Q | When you became president of ACOG, you announced three initiatives you planned to roll out, one of which had to do with pregnancy and heart disease.
A | When I was president-elect I started a multidisciplinary task force on pregnancy and heart disease, because we know that cardiac causes account for one in four maternal deaths. The idea with that was to update the clinical guidance that ACOG provides to clinicians. We pulled together cardiologists, high risk pregnancy specialists, general OB-GYNs, nurse practitioners, midwives, ER physicians—everyone who was going to touch these women was brought into the same room and we came up with guidelines. And that new guidance will be released, we believe, in May. My own practice identified two women with cardiac disease because of implementing these new guidelines.
Q | What are the pregnancy-related contributions to lifelong cardiovascular problems? Does being pregnant take a toll on your heart?
A | There are certain pregnancy complications that are very strongly associated with long-term cardiovascular risk. I use that word very purpose-fully. It’s thought that perhaps for these particular women, pregnancy doesn’t necessarily cause the problem, but it unmasks it. Pregnancy is like a stress test that lets you know that particular groups of women are at higher risk. It’s a win-dow to future health. These are the women who have high blood pressure during pregnancy, preeclampsia—these women basically have a doubling of their risk of heart disease over the long term. Women who have gestational diabetes also have a higher risk for heart disease.
Then there’s another group of women who’ve maybe had high blood pressure for 10 years. Maybe they’ve developed diabetes. Those women have cardiac disease that can get significantly worse during a pregnancy. What we’re really seeing in the postpartum period is about 10 percent of maternal deaths are caused by cardiac dysfunction—cardiomyopathy. There’s something pathologic with the muscle of the heart. We don’t completely understand why that’s happening but we are seeing that more frequently.

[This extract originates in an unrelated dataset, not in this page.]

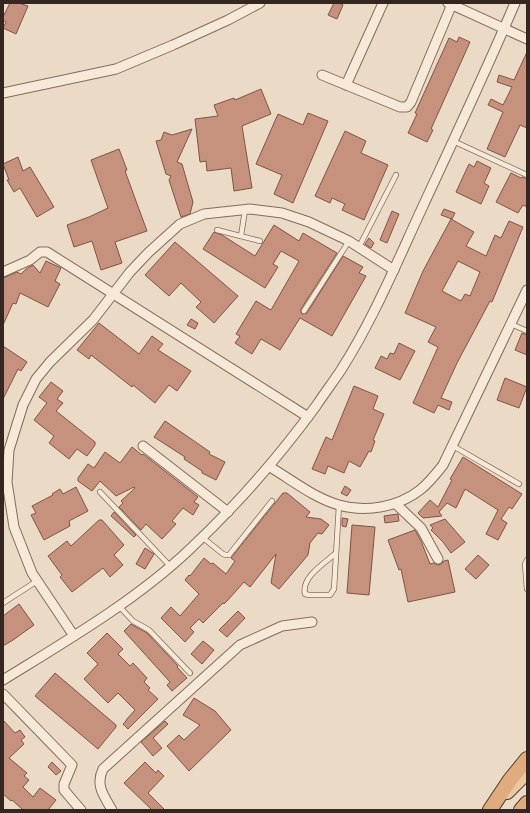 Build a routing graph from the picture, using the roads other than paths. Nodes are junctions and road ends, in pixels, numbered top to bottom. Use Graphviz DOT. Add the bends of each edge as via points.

The good news is there are a lot of people now specifically studying that. We have experts on that in the task force. When we talk about older women, high blood pressure, obesity, those things are associated with maternal deaths more broadly.
Q | In 2016, two independent reports suggested that maternal mortality rates in Texas had doubled over 10 years. A 2018 study, however, corrected those numbers and showed the rate was less than half of what was previously reported, in part because dozens of women were identified incorrectly on their death certificates as being pregnant at the time of death. How can we be sure this won’t happen again?
A | The Preventing Maternal Deaths Act of 2018, which became law in December, recognizes the need for state-based maternal mortality reviews that go beyond the vital statistics we get from death certificates. We saw how limited that was in Texas; the numbers were bad. When you can do state-based reviews like we have been doing, you get to move beyond the cause of death on a death certificate and really look in depth at what happened that day. That is the question the task force asks: Was this death preventable? And when we looked at our Texas data, we ended up grading about nearly 80 percent of our maternal deaths as preventable. That percentage varies from state to state. Most are 60 to 70 percent of deaths being preventable through reasonable actions.
Q | Is this new law a kind of umbrella for all these state initiatives?
A | Yes. It says everybody needs to do these detailed reports, and then it provided funding for a number of these states. We were able to start it here in Texas, but there were other states that had not been able to. Now they have resources that will help them build the infrastructure they need.
Lisa M. Hollier, M.D., was interviewed by Pulse editor Maggie Galehouse. The conversation was edited for clarity and length.